James Potter was liquid gold, the human embodiment of felix felicis. Eyes of hot, molten hazel, constantly gleaming and twinkling with mischief and secrets and risk, always tempting her to lean in closer, dive in.

But she couldn't.

He was mythical, noble, sparkling and dazzling. Sharp jawline and rigid shoulders of edges, glistening and shimmering at the seams. Sometimes she'd look at him and dare to dream about his life before, before school, before her, and imagine things straight out of a storybook. Being a child in this world, his world, must have been so different than her own, a magical, unreal life. Something out of fairytales, myths, pure folklore. She could envision him running through the halls of some mansion, ancient artifacts and swords lining the walls. A childhood of flying broomsticks, elves, and magic.

He constantly tried to tell her that it wasn't his world it was theirs, hers, meant for all those magical, muggleborn or otherwise. That she truly belonged there, in the wizarding world, alongside him. He shouted it over the din of all those who said otherwise and she almost believed him. Almost.

When he walked in the room and sent that smirk in her direction or ran his hands through his hair she felt her face warming and heating. She began to anticipate the red flush to make its way up her neck as soon as he entered a room and that bothered her more than anything. Far more than the cocky way he walked or the way he effortlessly sashayed through life. The way he could affect her so easily was haunting. The way he could instantly get her heart racing just by looking at her, send a shiver down her spine with a smile.

She knew it wasn't just her who was affected, although she imagined she was the one who was hit the deepest. Regardless, adoration of James Potter was rooted in the hearts of nearly every student. Every second year whos name he learned, the fifth year group he tutored in Transfiguration, his friends who would lay their lives down without question, they all had the look. The James-Potter-Admirer Look. Every kind interaction she witnessed sent another line of fire to her stomach. How could he be so good, so kind, and so brutally magnetic.

Her friends didn't understand why she wouldn't want him in those very early days, overlooking the attitude and behaviors so easily, just as everyone did. He walked through the Great Hall and everyone turned to watch. Everyone wanted him, wanted to touch him, be him, know him. She had no interest in being with someone in the center of everything. She already had too much attention on her just by being her.

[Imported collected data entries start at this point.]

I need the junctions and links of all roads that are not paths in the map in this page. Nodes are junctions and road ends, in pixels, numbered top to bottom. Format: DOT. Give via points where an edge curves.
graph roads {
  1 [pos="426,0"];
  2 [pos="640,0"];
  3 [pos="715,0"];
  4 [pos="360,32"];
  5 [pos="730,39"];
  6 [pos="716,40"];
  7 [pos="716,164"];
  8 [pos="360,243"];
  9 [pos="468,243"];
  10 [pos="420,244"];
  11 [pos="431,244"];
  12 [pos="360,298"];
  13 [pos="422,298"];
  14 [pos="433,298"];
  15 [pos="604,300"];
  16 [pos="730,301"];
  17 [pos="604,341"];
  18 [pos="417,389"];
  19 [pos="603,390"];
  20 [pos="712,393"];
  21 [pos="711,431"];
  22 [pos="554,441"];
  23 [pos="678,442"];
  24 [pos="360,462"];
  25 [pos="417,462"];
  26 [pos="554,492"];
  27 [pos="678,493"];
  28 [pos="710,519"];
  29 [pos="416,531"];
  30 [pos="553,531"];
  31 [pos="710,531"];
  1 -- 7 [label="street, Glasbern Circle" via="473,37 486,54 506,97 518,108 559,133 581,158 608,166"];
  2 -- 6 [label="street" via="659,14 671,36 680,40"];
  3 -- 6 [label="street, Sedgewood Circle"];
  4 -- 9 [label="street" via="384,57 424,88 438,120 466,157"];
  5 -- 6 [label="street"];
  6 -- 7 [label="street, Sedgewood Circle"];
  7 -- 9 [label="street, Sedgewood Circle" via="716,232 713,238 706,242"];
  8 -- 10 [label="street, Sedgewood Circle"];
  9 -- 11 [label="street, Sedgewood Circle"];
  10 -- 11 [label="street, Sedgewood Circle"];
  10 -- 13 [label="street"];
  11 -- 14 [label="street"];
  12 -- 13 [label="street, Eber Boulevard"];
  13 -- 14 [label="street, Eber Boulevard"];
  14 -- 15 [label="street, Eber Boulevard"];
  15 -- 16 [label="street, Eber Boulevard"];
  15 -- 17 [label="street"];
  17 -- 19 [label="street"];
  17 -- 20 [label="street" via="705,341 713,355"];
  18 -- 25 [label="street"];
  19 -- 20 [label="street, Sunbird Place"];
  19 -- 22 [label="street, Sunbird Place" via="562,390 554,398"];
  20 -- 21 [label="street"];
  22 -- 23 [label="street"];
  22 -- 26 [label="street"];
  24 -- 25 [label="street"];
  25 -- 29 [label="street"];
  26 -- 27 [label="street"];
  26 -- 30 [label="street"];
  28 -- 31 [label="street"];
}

It didn't matter how attracted to him she was. It didn't matter that he had grown, no longer the boy who pulled her pigtails but now the man who stood up for injustice and fought for the innocent. It didn't matter that they were a part of the same magical world now, James Potter was far too golden to be real. Something to admire from afar, but she couldn't dare get close.

He sparkled so much she had always assumed he'd outshine her, leave her standing in shadows. But that wasn't it. Once he eventually had worn down her walls, forced his way into her life and forced her to admit it, she figured it out. She quickly came to learn that when he smiled at you, it didn't blind you with the light, it surrounded you. Warmed you to the core. Lit her whole world up in gold. Made her shine just as bright as he did. Made everyone around him shine brightly and beautifully, diamonds in the sun.

He wasn't perfect. Far too loud and hot tempered, fidgety and emotional, to ever be perfect. But he was good. Good and noble, honest and real. She learned to trust him and believe him when he said she was safe with him, even though she was no longer safe anywhere those days. Believed him when he said she belonged there, with him. Believed him when he said he needed her there, shining alongside him. Believed him when he said that his world wouldn't spin or exist if she wasn't in it.

He was a mythic thing, kind and noble, sparkling and dazzling. Uniquely magnetic, blindingly beautiful. Utterly unobtainable, yet so completely and totally hers.